[DATASET — start]
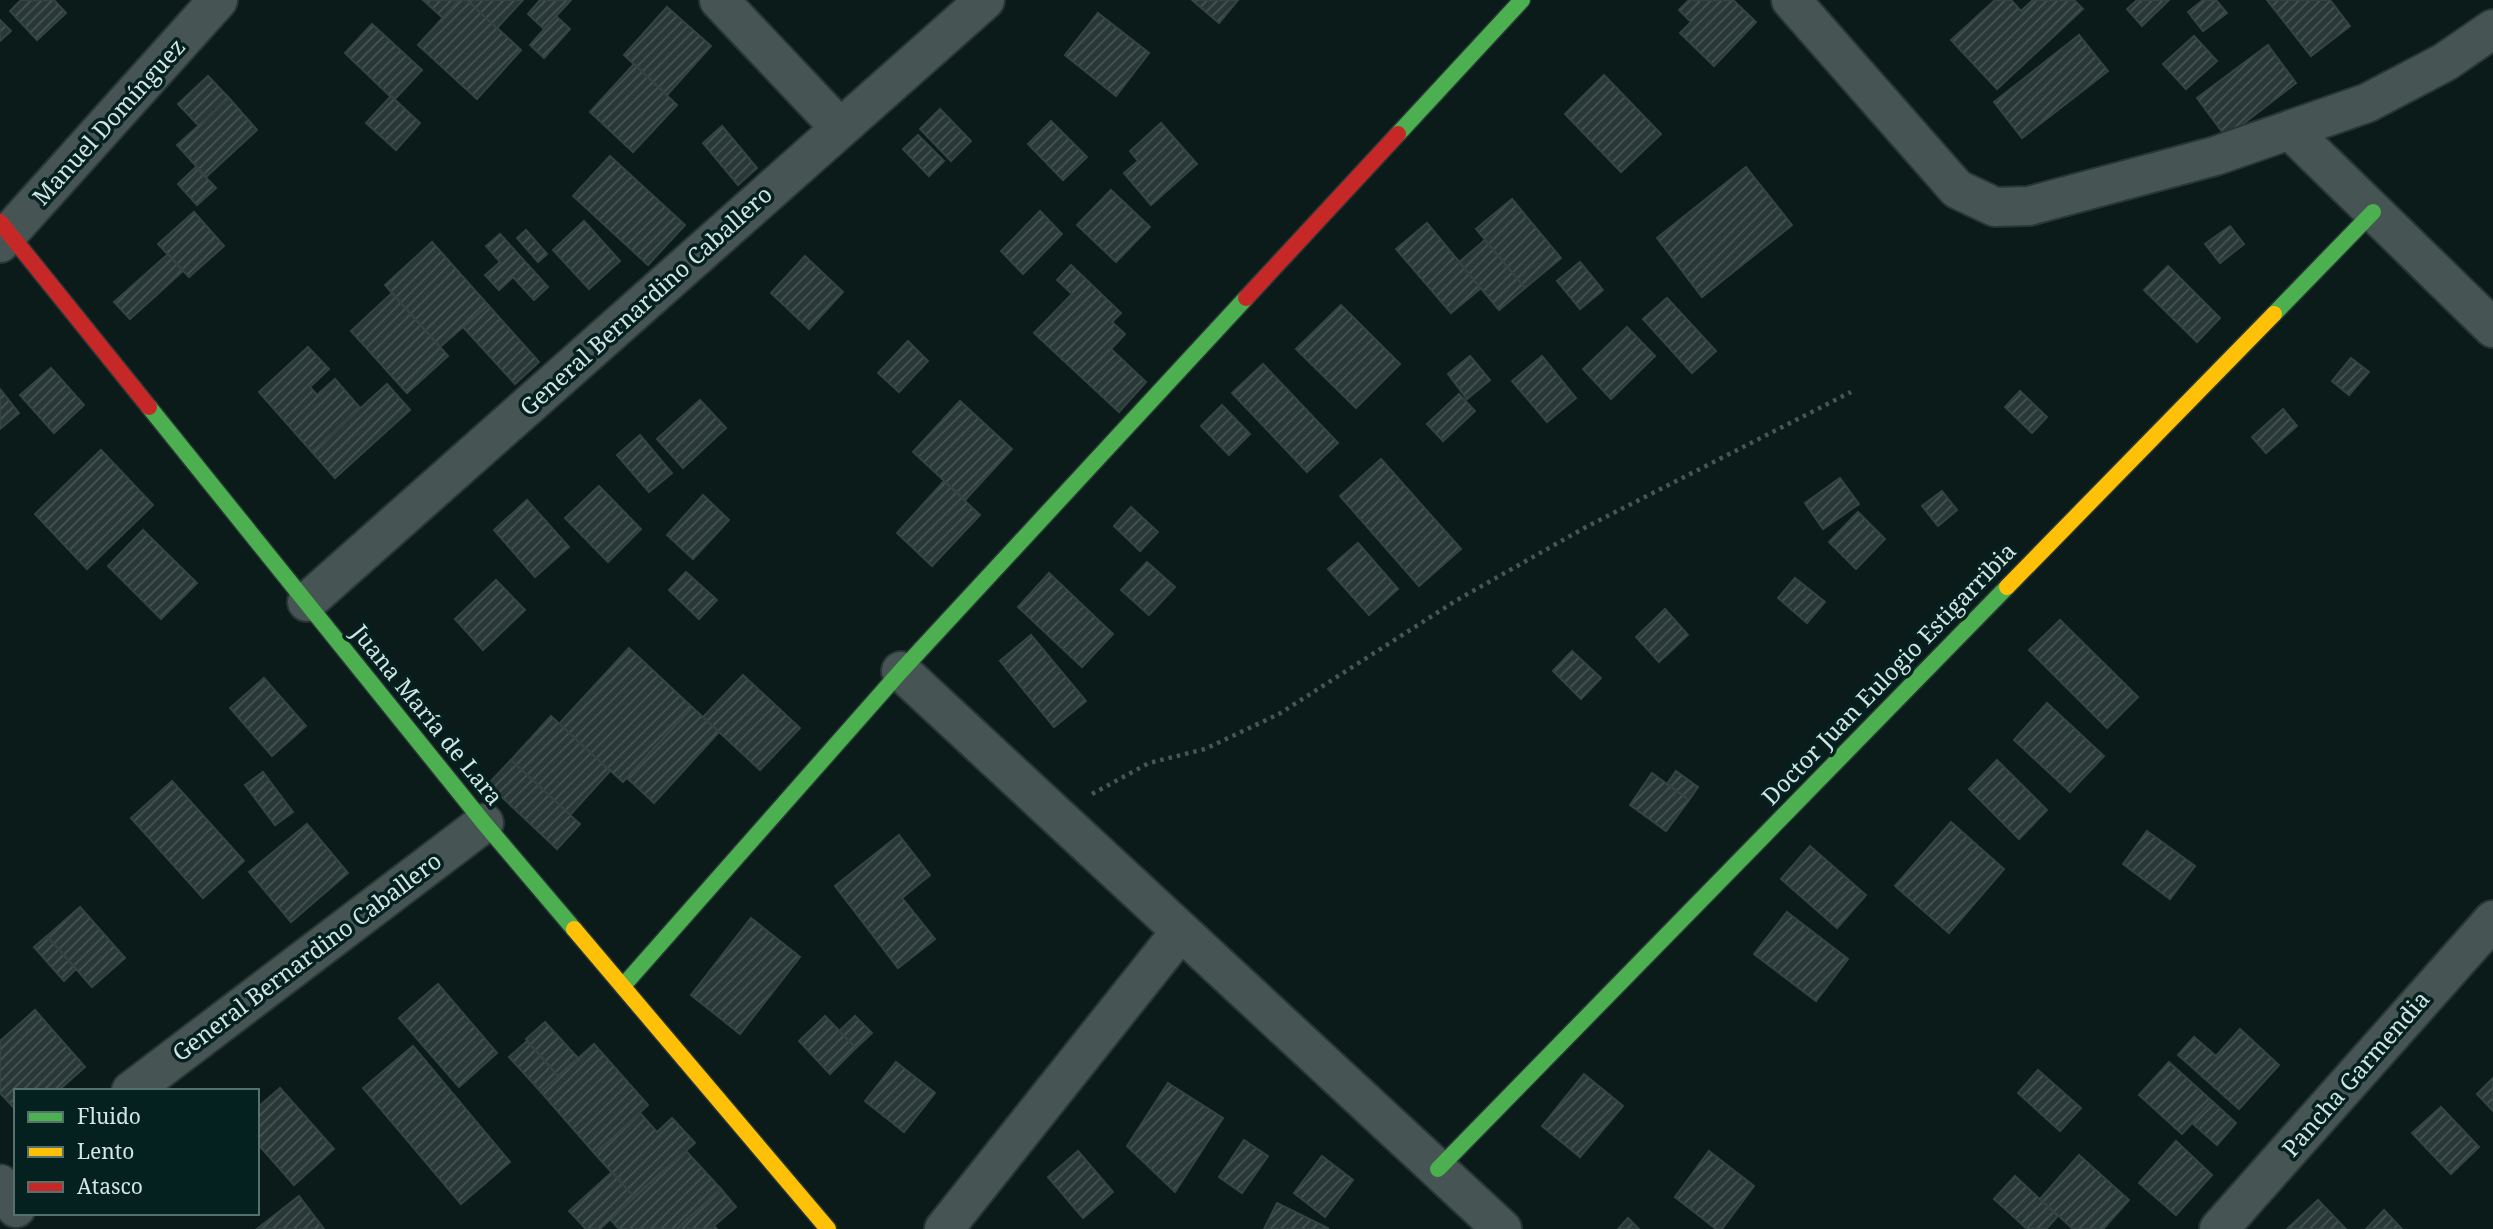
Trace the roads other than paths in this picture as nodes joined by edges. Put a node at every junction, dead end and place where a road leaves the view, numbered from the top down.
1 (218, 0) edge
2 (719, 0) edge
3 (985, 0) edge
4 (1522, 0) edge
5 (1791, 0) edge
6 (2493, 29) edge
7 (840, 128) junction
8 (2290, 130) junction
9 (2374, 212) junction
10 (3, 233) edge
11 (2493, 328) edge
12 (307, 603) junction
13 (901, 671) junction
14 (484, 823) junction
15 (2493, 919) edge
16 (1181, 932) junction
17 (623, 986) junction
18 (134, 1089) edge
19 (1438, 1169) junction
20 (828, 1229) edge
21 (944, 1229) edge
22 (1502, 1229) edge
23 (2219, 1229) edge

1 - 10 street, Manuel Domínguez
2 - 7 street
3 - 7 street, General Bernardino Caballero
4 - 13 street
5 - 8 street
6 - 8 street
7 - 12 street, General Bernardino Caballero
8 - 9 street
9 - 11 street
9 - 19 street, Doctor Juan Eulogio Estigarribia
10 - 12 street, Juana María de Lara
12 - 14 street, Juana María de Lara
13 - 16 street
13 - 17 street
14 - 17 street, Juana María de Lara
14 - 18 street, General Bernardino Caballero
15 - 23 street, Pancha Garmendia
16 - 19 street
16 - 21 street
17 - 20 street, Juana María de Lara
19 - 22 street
[DATASET — finish]
Output all the data above verbatim, leaving out images.

Trace the roads other than paths in this picture as nodes joined by edges. Put a node at every junction, dead end and place where a road leaves the view, numbered from the top down.
1 (218, 0) edge
2 (719, 0) edge
3 (985, 0) edge
4 (1522, 0) edge
5 (1791, 0) edge
6 (2493, 29) edge
7 (840, 128) junction
8 (2290, 130) junction
9 (2374, 212) junction
10 (3, 233) edge
11 (2493, 328) edge
12 (307, 603) junction
13 (901, 671) junction
14 (484, 823) junction
15 (2493, 919) edge
16 (1181, 932) junction
17 (623, 986) junction
18 (134, 1089) edge
19 (1438, 1169) junction
20 (828, 1229) edge
21 (944, 1229) edge
22 (1502, 1229) edge
23 (2219, 1229) edge

1 - 10 street, Manuel Domínguez
2 - 7 street
3 - 7 street, General Bernardino Caballero
4 - 13 street
5 - 8 street
6 - 8 street
7 - 12 street, General Bernardino Caballero
8 - 9 street
9 - 11 street
9 - 19 street, Doctor Juan Eulogio Estigarribia
10 - 12 street, Juana María de Lara
12 - 14 street, Juana María de Lara
13 - 16 street
13 - 17 street
14 - 17 street, Juana María de Lara
14 - 18 street, General Bernardino Caballero
15 - 23 street, Pancha Garmendia
16 - 19 street
16 - 21 street
17 - 20 street, Juana María de Lara
19 - 22 street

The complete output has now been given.